[DATA RECORDS — start]

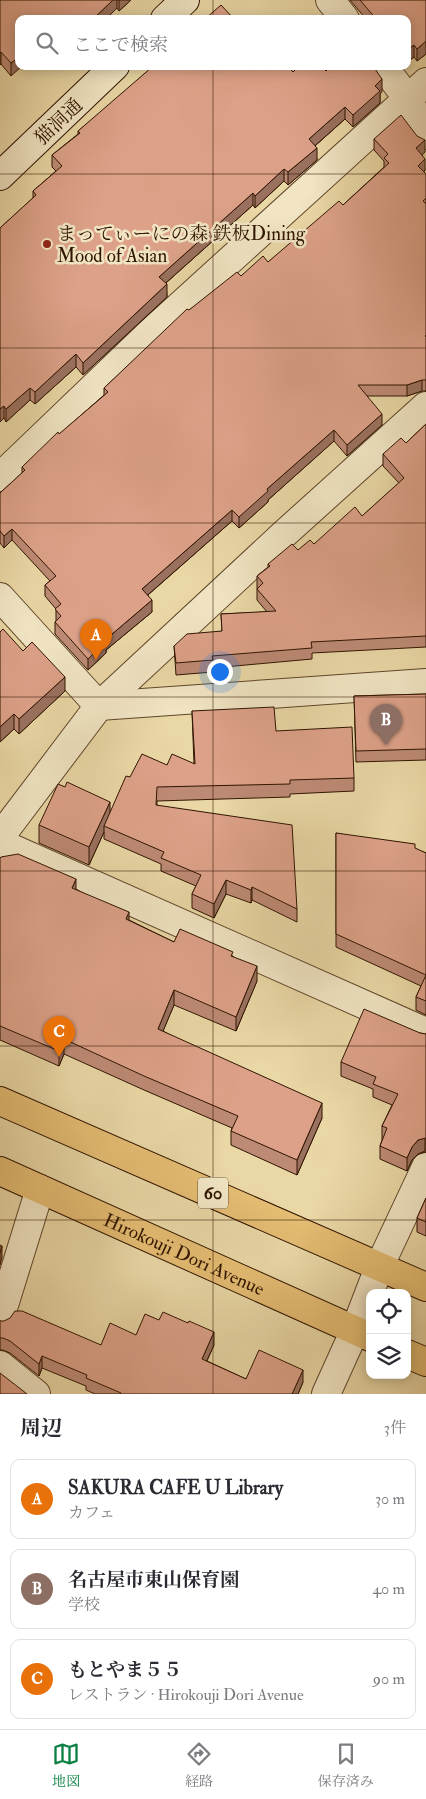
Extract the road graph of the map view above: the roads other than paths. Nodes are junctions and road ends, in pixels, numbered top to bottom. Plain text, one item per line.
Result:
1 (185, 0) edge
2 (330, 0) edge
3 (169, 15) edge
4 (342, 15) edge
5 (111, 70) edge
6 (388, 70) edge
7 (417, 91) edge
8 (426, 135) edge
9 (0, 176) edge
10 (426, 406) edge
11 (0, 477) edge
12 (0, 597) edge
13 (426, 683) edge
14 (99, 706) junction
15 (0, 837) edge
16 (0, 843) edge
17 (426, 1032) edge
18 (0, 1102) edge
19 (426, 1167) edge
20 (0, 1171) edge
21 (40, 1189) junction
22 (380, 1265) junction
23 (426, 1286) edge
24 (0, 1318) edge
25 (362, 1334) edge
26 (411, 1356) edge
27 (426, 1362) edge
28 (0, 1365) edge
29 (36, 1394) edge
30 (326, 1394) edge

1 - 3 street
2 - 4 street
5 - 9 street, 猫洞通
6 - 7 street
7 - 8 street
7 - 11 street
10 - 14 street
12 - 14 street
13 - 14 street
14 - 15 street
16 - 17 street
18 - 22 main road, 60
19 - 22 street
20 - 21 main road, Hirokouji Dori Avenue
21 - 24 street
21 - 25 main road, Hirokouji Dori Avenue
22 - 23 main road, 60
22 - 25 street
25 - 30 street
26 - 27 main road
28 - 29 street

[DATA RECORDS — finish]

YOUR TASK -
Drop every picture and repeat the rest of the entries exactly.

YOUR RESPONSE -
Extract the road graph of the map view above: the roads other than paths. Nodes are junctions and road ends, in pixels, numbered top to bottom. Plain text, one item per line.
Result:
1 (185, 0) edge
2 (330, 0) edge
3 (169, 15) edge
4 (342, 15) edge
5 (111, 70) edge
6 (388, 70) edge
7 (417, 91) edge
8 (426, 135) edge
9 (0, 176) edge
10 (426, 406) edge
11 (0, 477) edge
12 (0, 597) edge
13 (426, 683) edge
14 (99, 706) junction
15 (0, 837) edge
16 (0, 843) edge
17 (426, 1032) edge
18 (0, 1102) edge
19 (426, 1167) edge
20 (0, 1171) edge
21 (40, 1189) junction
22 (380, 1265) junction
23 (426, 1286) edge
24 (0, 1318) edge
25 (362, 1334) edge
26 (411, 1356) edge
27 (426, 1362) edge
28 (0, 1365) edge
29 (36, 1394) edge
30 (326, 1394) edge

1 - 3 street
2 - 4 street
5 - 9 street, 猫洞通
6 - 7 street
7 - 8 street
7 - 11 street
10 - 14 street
12 - 14 street
13 - 14 street
14 - 15 street
16 - 17 street
18 - 22 main road, 60
19 - 22 street
20 - 21 main road, Hirokouji Dori Avenue
21 - 24 street
21 - 25 main road, Hirokouji Dori Avenue
22 - 23 main road, 60
22 - 25 street
25 - 30 street
26 - 27 main road
28 - 29 street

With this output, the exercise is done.